Richer told Moran he takes issue with the fact that Cyber Ninjas, a Florida-based cybersecurity company with no experience in auditing elections, was the firm the Senate chose after it used its subpoena power to compel election machines and ballots.

PHOTO: Senate Liaison for the Maricopa County election audit Ken Bennett returns ballots from the 2020 general election to the Veterans Memorial Coliseum to be examined and recounted by contractors hired by the Arizona senate in Phoenix on May 23, 2021.
Former Arizona Secretary of State and current Senate Liaison for the Maricopa County election audit Ken Bennett returns ballots from the 2020 general election to the Veterans Memorial Coliseum to be examined and recounted by contractors hired by the Arizona senate in Phoenix on May 23, 2021.
Thomas Hawthorne/The Republic via USA Today Network

"And the frustrating bit is that some professional, legitimate companies did make bids to the Arizona Senate to do this work and we would have welcomed that," he said.

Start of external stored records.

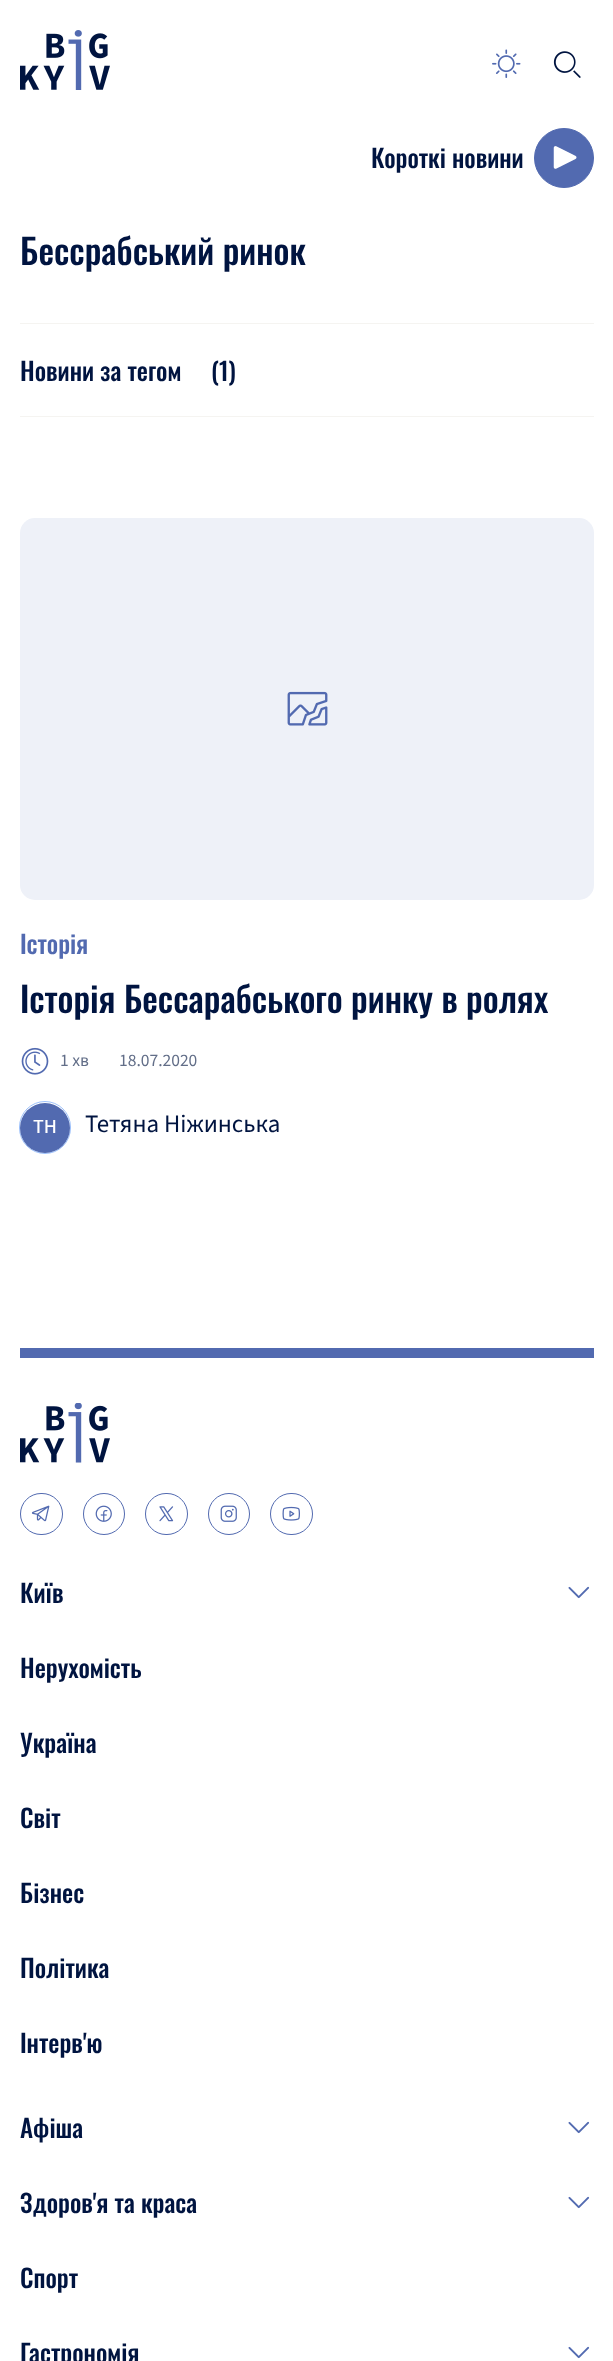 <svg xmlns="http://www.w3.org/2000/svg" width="613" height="2361">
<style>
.a{font:500 25px Oswald;fill:#001440}
.b{font:500 35px Oswald;fill:#001440}
.c{font:500 25px Oswald;fill:#526ab0}
.d{font:17.5px 'Source Sans 3';fill:#626e88}
.e{font:500 20px 'Source Sans 3';fill:#fff}
.f{font:25px 'Source Sans 3';fill:#001440}
</style>
<rect width="100%" height="100%" fill="#fff"/>
<image href="1.png" x="20" y="30" width="90" height="60"/>
<image href="2.png" x="492" y="49" width="29" height="29"/>
<image href="3.png" x="553" y="51" width="28" height="27"/>
<circle fill="#526ab0" stroke="#526ab0" cx="564" cy="158" r="29.5"/>
<image href="4.png" x="553" y="146" width="24" height="23"/>
<path fill="#f5f4f1" d="M20 323h574v1H20z"/>
<path fill="#f5f4f1" d="M20 416h574v1H20z"/>
<rect fill="#eef1f8" x="20" y="518" width="574" height="382" rx="15"/>
<image href="5.png" x="287" y="691" width="41" height="35"/>
<image href="6.png" x="21" y="1047" width="28" height="28"/>
<rect fill="none" stroke="#9dc1fb" x="19.5" y="1101.5" width="51" height="52" rx="25.5"/>
<circle fill="#526ab0" cx="45" cy="1128" r="25"/>
<path fill="#526ab0" d="M20 1348h574v10H20z"/>
<image href="7.png" x="20" y="1403" width="90" height="60"/>
<rect fill="none" stroke="#526ab0" x="20.5" y="1493.5" width="42" height="41" rx="20.5"/>
<image href="8.png" x="31" y="1505" width="19" height="17"/>
<circle fill="none" stroke="#526ab0" cx="104" cy="1514" r="20.5"/>
<image href="9.png" x="95" y="1505" width="17" height="17"/>
<rect fill="none" stroke="#526ab0" x="145.5" y="1493.5" width="42" height="41" rx="20.5"/>
<image href="10.png" x="159" y="1506" width="15" height="16"/>
<circle fill="none" stroke="#526ab0" cx="229" cy="1514" r="20.5"/>
<image href="11.png" x="220" y="1505" width="17" height="17"/>
<rect fill="none" stroke="#526ab0" x="270.5" y="1493.5" width="42" height="41" rx="20.5"/>
<image href="12.png" x="282" y="1506" width="18" height="15"/>
<image href="13.png" x="568" y="1586" width="22" height="13"/>
<image href="13.png" x="568" y="2121" width="22" height="13"/>
<image href="13.png" x="568" y="2196" width="22" height="13"/>
<image href="13.png" x="568" y="2346" width="22" height="13"/>
<text class="a" x="371" y="168">Короткі новини</text>
<text class="b" x="20" y="265">Бессрабський ринок</text>
<text class="a" x="20" y="381">Новини за тегом</text>
<text class="a" x="211" y="381">(1)</text>
<text class="c" x="20" y="954">Історія</text>
<text class="b" x="20" y="1013">Історія Бессарабського ринку в ролях</text>
<text class="d" x="60" y="1066">1 хв</text>
<text class="d" x="119" y="1066">18.07.2020</text>
<text class="e" x="33" y="1133">ТН</text>
<text class="f" x="85" y="1132">Тетяна Ніжинська</text>
<text class="a" x="20" y="1603">Київ</text>
<text class="a" x="20" y="1678">Нерухомість</text>
<text class="a" x="20" y="1753">Україна</text>
<text class="a" x="20" y="1828">Світ</text>
<text class="a" x="20" y="1903">Бізнес</text>
<text class="a" x="20" y="1978">Політика</text>
<text class="a" x="20" y="2053">Інтерв'ю</text>
<text class="a" x="20" y="2138">Афіша</text>
<text class="a" x="20" y="2213">Здоров'я та краса</text>
<text class="a" x="20" y="2288">Спорт</text>
<text class="a" x="20" y="2363">Гастрономія</text>
</svg>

Richer, who was elected in November, began voicing concerns about the audit after officials falsely claimed on Twitter that Maricopa County deleted voter files before surrendering ballots and voting machines to the Senate. The lie that the county deleted those files then spread across the internet, even drawing attention from former President Donald Trump, who lost Arizona by just over 10,000 votes in November.

"This is where this crossed the line for me," he told ABC News Monday. "I wanted to stay out of this, but when the good workers of Maricopa County -- who are my friends, my teammates, my staff -- are accused of unlawfully destroying evidence under my watch, then I had to say something."

Richer eventually weighed in on the process and fired back at audit officials on Twitter.

"Enough with the defamation," he wrote on Twitter on May 14. "Enough with the unfounded allegations. I came to this office to competently, fairly, and lawfully administer the duties of the office. Not to be accused by own party of shredding ballots and deleting files for an election I didn't run. Enough."

The county wrote to the Senate on Friday, asking them to preserve all documents related to the administration of the audit in a litigation hold. Richer told Moran on Monday that the county is looking to pursue charges of defamation.

PHOTO: Arizona Senate President Karen Fann speaks to the media in Phoenix, May 26, 2020.
Arizona Senate President Karen Fann speaks to the media in Phoenix, May 26, 2020.
Ross D. Franklin/AP, FILE

"If the auditors want to look for bamboo paper, fine if they want to use UV lights, fine. I don't think that will convince anyone about the validity of their efforts," he said. "That's one thing, it's entirely a different thing to be accusing us of breaking the law, and not just accusing us, but the manner in which they did it. They did it from an anonymously run Twitter account."

Election experts, including Arizona's Secretary of State Katie Hobbs, have said that the procedures used for conducting the audit don't fit the status quo and that the results will not be trustworthy. Hobbs also wrote to the county warning that the voting machines they rented would be unusable in future elections due to "grave concerns regarding the security and integrity of these machines" during the audit, when they were not in the hands of official vendors certified by the Election Assistance Commission.

Arizona's so-called audit, which election experts say is not legitimate, is now fueling calls for new audits in other states. Late last week, a Georgia judge agreed to unseal absentee ballots in Fulton County, despite the fact that those ballots were already recounted three times.

ABC News' Quinn Scanlan contributed to this report.